About the scene? Well, that is something that is not for me to say much about.
Yeah, our songs deal with religious topics, but they should be understood as “entertainment.”
5. The mainstream media is no longer interested in reporting the news but rather creating and promoting sensationalism. Papers are crammed with show biz pieces and stuff like that. Since I rarely watch any local news channels and only a bit here and there of cable news, I don’t know much to be honest.
Evoke Thy Lords (Russia)
Aleksey (vocals, bass)
1. Maybe, our new record is both the main thing and our plans for the close future. It’s on the final straight, we’re bringing it to the final point in the studio.
2. Drunken Tales got good opinions and, of course, it’s great.

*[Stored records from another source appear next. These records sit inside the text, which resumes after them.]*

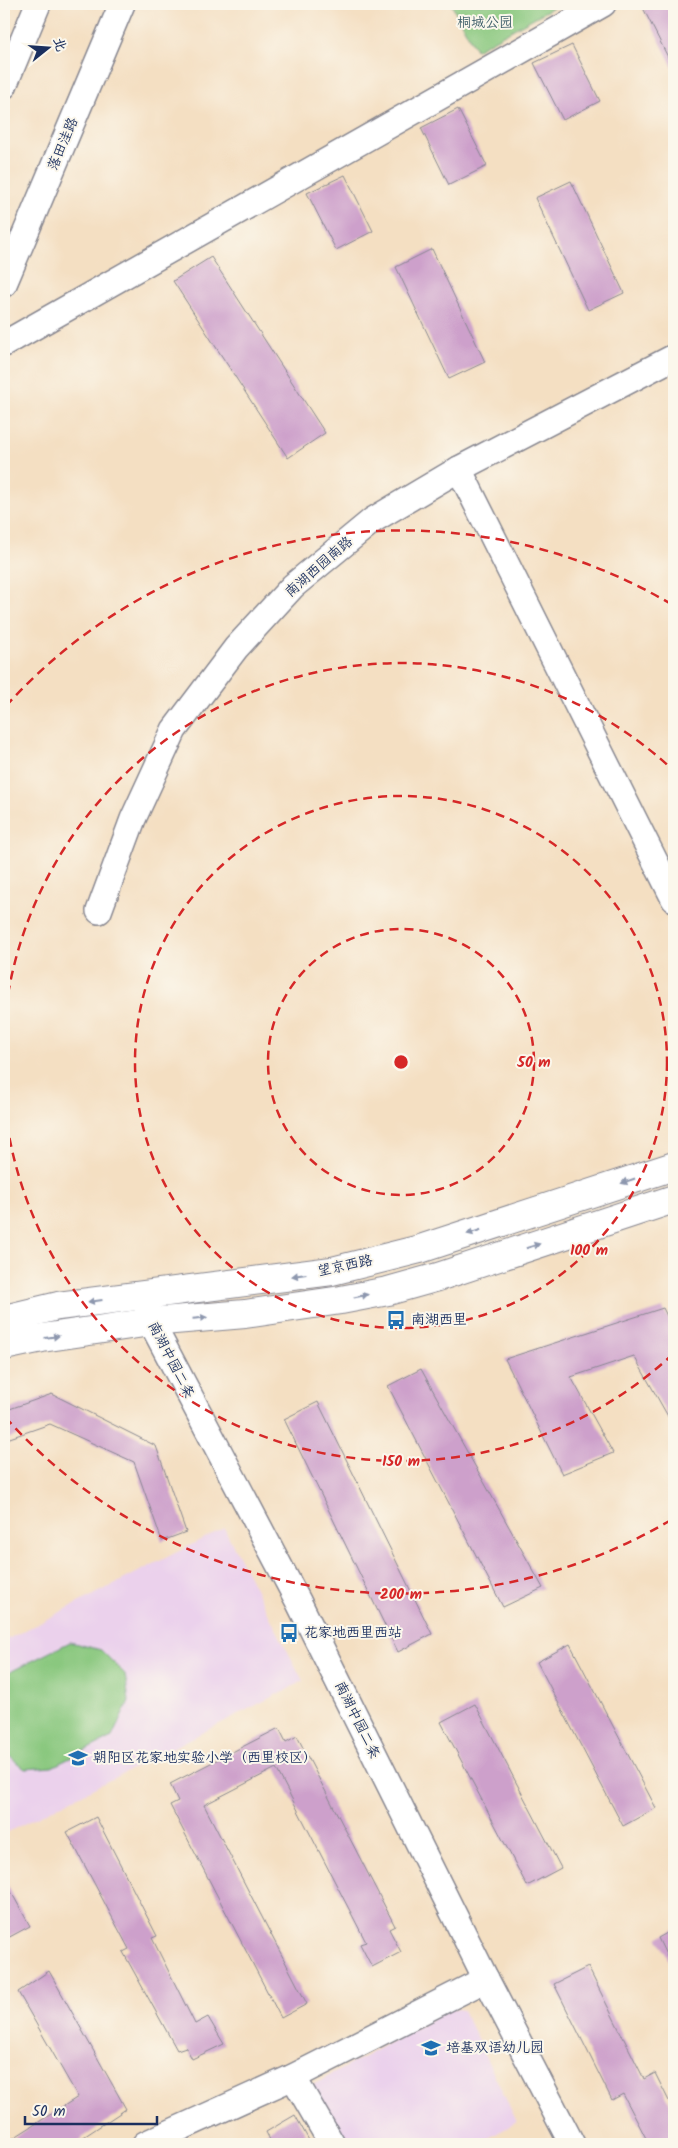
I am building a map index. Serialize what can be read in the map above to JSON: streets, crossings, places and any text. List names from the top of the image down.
{
  "streets": {
    "main road": ["望京西路"],
    "street": ["落田洼路", "南湖西园南路", "南湖中园二条"]
  },
  "crossings": [
    ["望京西路", "南湖中园二条"]
  ],
  "parks": ["桐城公园"],
  "places": {
    "bus stop": ["南湖西里", "花家地西里西站"],
    "school or university": ["朝阳区花家地实验小学（西里校区）", "培基双语幼儿园"]
  },
  "scale_bar": "50 m",
  "north": "right",
  "rings": [
    "50 m",
    "100 m",
    "150 m",
    "200 m"
  ]
}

We believe, in this work, that we succeeded in passing a main message of this music. We can consider it to be our main achievement with our latest release. We’re talking about these things, aren’t we?
3. Nice melodies, but depressing. Stop drinking.
4. As far as I’m concerned, these institutions don’t have any impact on us and other Siberian heavy bands. I hope the situation won’t change. Our music doesn’t include such kinds of elements, at least in a traditional way.
5. Frankly speaking, I’ve never trusted mass media, and taking into consideration all the infoglut that is on the internet I think it’s not possible to know the truth. I think, in media, any useful signal is almost completely lost through misinformation and infoglut. I don’t think the great bulk of people in Russia or Ukraine really understand what’s going on. All we can do is to guess using sketchy information. We all wish, of course, that the chaos will vanish as soon as possible, and that the people in Ukraine won’t suffer any more.